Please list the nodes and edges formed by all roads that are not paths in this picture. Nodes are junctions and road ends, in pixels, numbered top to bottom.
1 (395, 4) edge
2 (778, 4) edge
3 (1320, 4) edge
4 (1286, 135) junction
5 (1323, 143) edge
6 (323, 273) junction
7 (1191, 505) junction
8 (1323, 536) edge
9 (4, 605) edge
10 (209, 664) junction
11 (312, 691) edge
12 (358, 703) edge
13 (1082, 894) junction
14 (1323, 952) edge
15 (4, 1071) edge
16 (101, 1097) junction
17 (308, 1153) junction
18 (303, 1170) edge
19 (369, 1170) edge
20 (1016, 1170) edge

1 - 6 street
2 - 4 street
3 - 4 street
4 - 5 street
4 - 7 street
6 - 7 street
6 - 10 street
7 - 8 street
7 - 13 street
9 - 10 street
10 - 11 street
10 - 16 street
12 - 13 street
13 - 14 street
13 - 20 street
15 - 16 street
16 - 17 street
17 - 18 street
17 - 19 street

==*==

→ Your task
Return all of the data exactly as it reads.

→ Answer area
Please list the nodes and edges formed by all roads that are not paths in this picture. Nodes are junctions and road ends, in pixels, numbered top to bottom.
1 (395, 4) edge
2 (778, 4) edge
3 (1320, 4) edge
4 (1286, 135) junction
5 (1323, 143) edge
6 (323, 273) junction
7 (1191, 505) junction
8 (1323, 536) edge
9 (4, 605) edge
10 (209, 664) junction
11 (312, 691) edge
12 (358, 703) edge
13 (1082, 894) junction
14 (1323, 952) edge
15 (4, 1071) edge
16 (101, 1097) junction
17 (308, 1153) junction
18 (303, 1170) edge
19 (369, 1170) edge
20 (1016, 1170) edge

1 - 6 street
2 - 4 street
3 - 4 street
4 - 5 street
4 - 7 street
6 - 7 street
6 - 10 street
7 - 8 street
7 - 13 street
9 - 10 street
10 - 11 street
10 - 16 street
12 - 13 street
13 - 14 street
13 - 20 street
15 - 16 street
16 - 17 street
17 - 18 street
17 - 19 street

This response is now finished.